Mar­tin Luther carac­té­rise ce psaume par cet extrait exact : « The Psal­mist pro­fes­seth his hope in prayer, and his patience in hope.; He exhor­teth Israel to hope in ». Source véri­fiée : Mar­tin Luther, A Manual of the Book of Psalms, sec­tion « Psalm CXXX », tra­duc­tion anglaise de Hen­ry Cole, Londres, 1837, texte du domaine public, Pro­ject Guten­berg, livre numé­rique 75892 : Pro­ject Guten­berg. Cet extrait situe le Psaume 130 dans la prière et la doc­trine de l’Église ; il ne dis­pense pas de suivre le texte ver­set par ver­set.

Pas­to­ra­le­ment, le Psaume 130 n’offre ni tech­nique de pro­tec­tion ni pro­messe de confort immé­diat. Il apprend à por­ter toute l’existence devant Dieu, à dis­tin­guer la foi de l’optimisme et à rece­voir l’espérance comme dépen­dance envers la parole divine. L’Église peut donc le chan­ter dans les moments de confes­sion du péché ; décla­ra­tion du par­don ; inter­ces­sion, à condi­tion de lais­ser sa pro­gres­sion com­plète for­mer la prière. En Christ, elle confesse que Dieu demeure fidèle, que le mal sera jugé, que le par­don est réel et que l’obéissance recon­nais­sante est le fruit de la grâce.

Observation du texte

Reli­sez les 8 ver­sets d’un seul tenant. Qui parle et à qui ? Quels mots, verbes, images ou noms divins reviennent ? Com­ment l’ouverture pré­pare-t-elle la conclu­sion ? Où se pro­duit le prin­ci­pal chan­ge­ment de ton ? Quels paral­lé­lismes pré­cisent ou inten­si­fient la pen­sée ? Dis­tin­guez ce que le psaume affirme de Dieu, ce qu’il recon­naît de l’être humain et ce qu’il demande. Véri­fiez enfin que votre lec­ture rend compte de l’ensemble et ne repose pas seule­ment sur un ver­set fami­lier.

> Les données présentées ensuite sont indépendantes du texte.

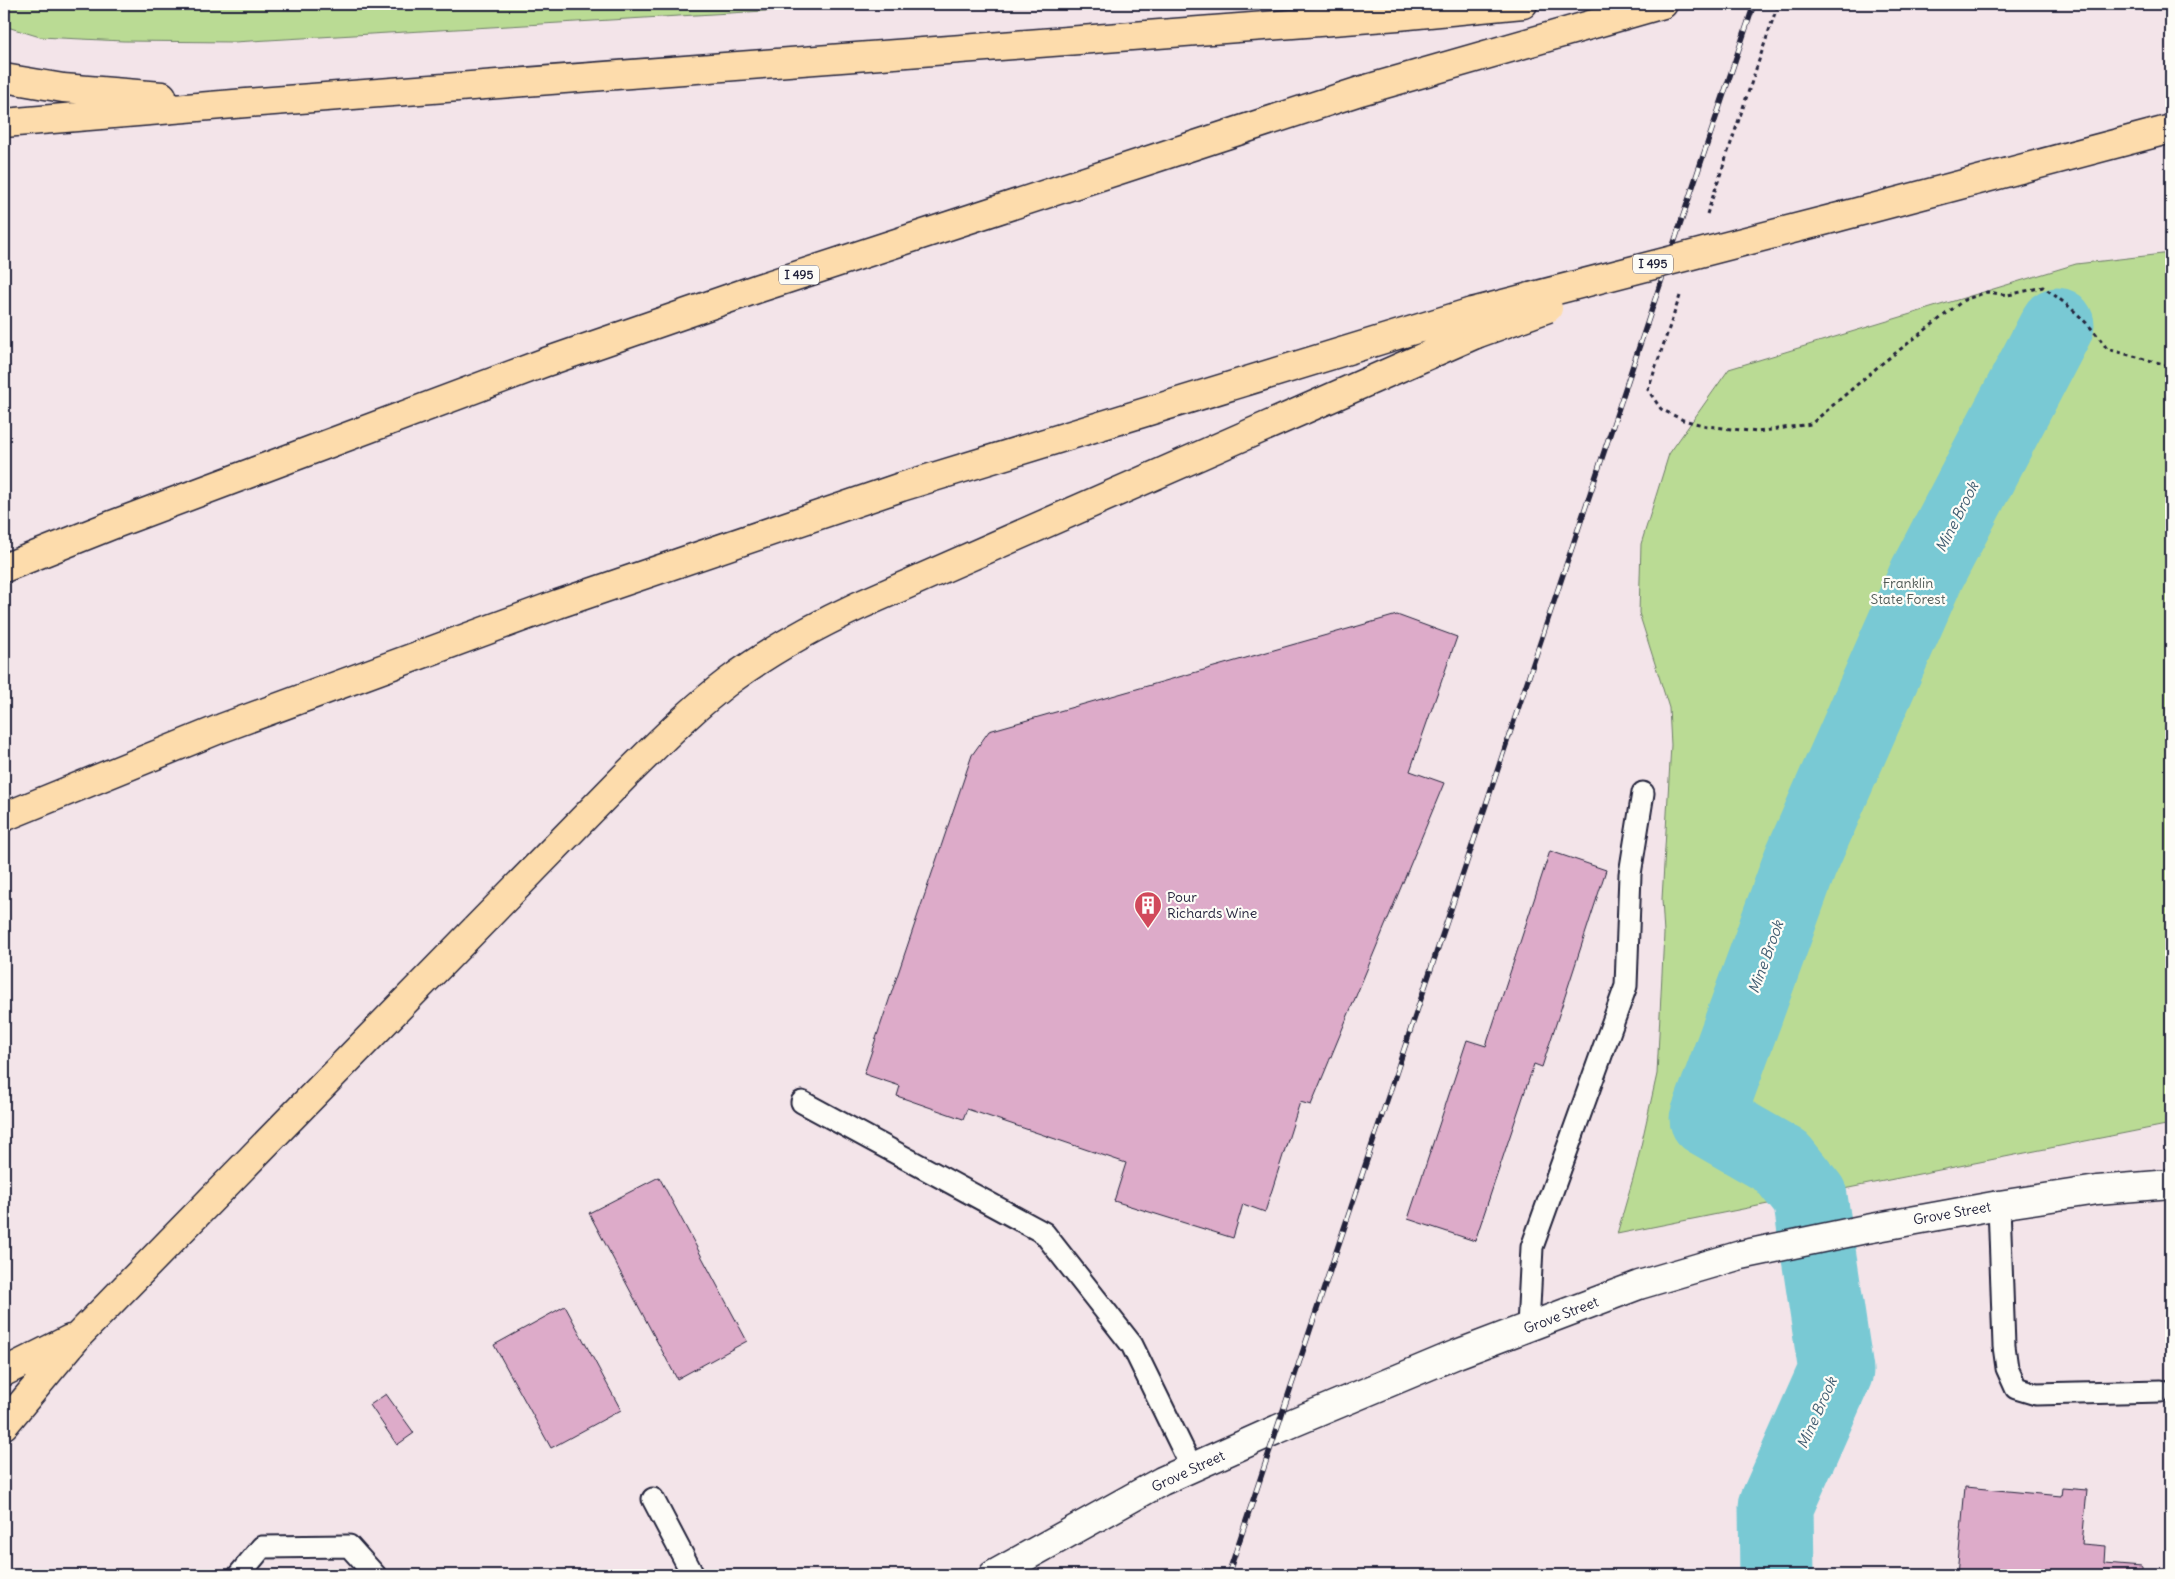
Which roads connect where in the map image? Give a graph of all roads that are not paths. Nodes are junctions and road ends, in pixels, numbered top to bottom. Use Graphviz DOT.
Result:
graph roads {
  1 [pos="1524,4"];
  2 [pos="1663,4"];
  3 [pos="4,78"];
  4 [pos="246,103"];
  5 [pos="4,123"];
  6 [pos="2171,129"];
  7 [pos="1474,323"];
  8 [pos="4,568"];
  9 [pos="1643,793"];
  10 [pos="4,817"];
  11 [pos="802,1102"];
  12 [pos="2171,1184"];
  13 [pos="1999,1205"];
  14 [pos="1528,1327"];
  15 [pos="79,1334"];
  16 [pos="4,1372"];
  17 [pos="2161,1391"];
  18 [pos="4,1425"];
  19 [pos="1192,1468"];
  20 [pos="653,1499"];
  21 [pos="239,1575"];
  22 [pos="375,1575"];
  23 [pos="692,1575"];
  24 [pos="993,1575"];
  1 -- 4 [label="highway"];
  2 -- 8 [label="highway, I 495"];
  3 -- 4 [label="highway"];
  4 -- 5 [label="highway"];
  6 -- 7 [label="highway, I 495, bridge"];
  7 -- 10 [label="highway, I 495"];
  7 -- 15 [label="highway"];
  9 -- 14 [label="lane"];
  11 -- 19 [label="lane"];
  12 -- 13 [label="main road, Grove Street"];
  13 -- 14 [label="main road, Grove Street"];
  13 -- 17 [label="lane"];
  14 -- 19 [label="main road, Grove Street"];
  15 -- 16 [label="highway"];
  15 -- 18 [label="highway"];
  19 -- 24 [label="main road, Grove Street"];
  20 -- 23 [label="lane"];
  21 -- 22 [label="lane"];
}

Interprétation théologique

Que révèle le Psaume 130 de la sain­te­té, de la jus­tice, de la bon­té et de la fidé­li­té de Dieu ? Com­ment l’alliance éclaire-t-elle le cri des pro­fon­deurs, le par­don qui fonde la crainte et l’attente de la rédemp­tion ? Quelle place le texte donne-t-il au péché, au juge­ment, au par­don, à la pro­vi­dence et à l’espérance ? Com­ment Jésus-Christ assume-t-il et accom­plit-il cette prière ? De quelle manière sa mort et sa résur­rec­tion empêchent-elles une lec­ture triom­pha­liste ou mora­liste ? Que reçoit ici l’Église pour sa confes­sion, son culte et son témoi­gnage ?

Appropriation spirituelle

Quelle réa­li­té per­son­nelle ou com­mu­nau­taire peux-tu pré­sen­ter à Dieu avec les mots du Psaume 130 ? Quel faux appui ou quelle résis­tance ce texte met-il en lumière ? Quel attri­but de Dieu sou­tient l’attente et l’obéissance ? Choi­sis un ver­set à mémo­ri­ser sans l’arracher au mou­ve­ment du psaume. For­mule ensuite une confes­sion, une inter­ces­sion et un acte concret de consé­cra­tion. L’appropriation chré­tienne ne consiste pas à se pla­cer spon­ta­né­ment par­mi les justes, mais à rece­voir en Christ le par­don et la fidé­li­té qui rendent pos­sible une vie nou­velle.

Conclusion pastorale

Le Psaume 130 donne à l’Église des mots vrais pour le cri des pro­fon­deurs, le par­don qui fonde la crainte et l’attente de la rédemp­tion. Il nous apprend à prier sans feinte, à attendre sans pas­si­vi­té et à vivre de la fidé­li­té de Dieu mani­fes­tée en Jésus-Christ.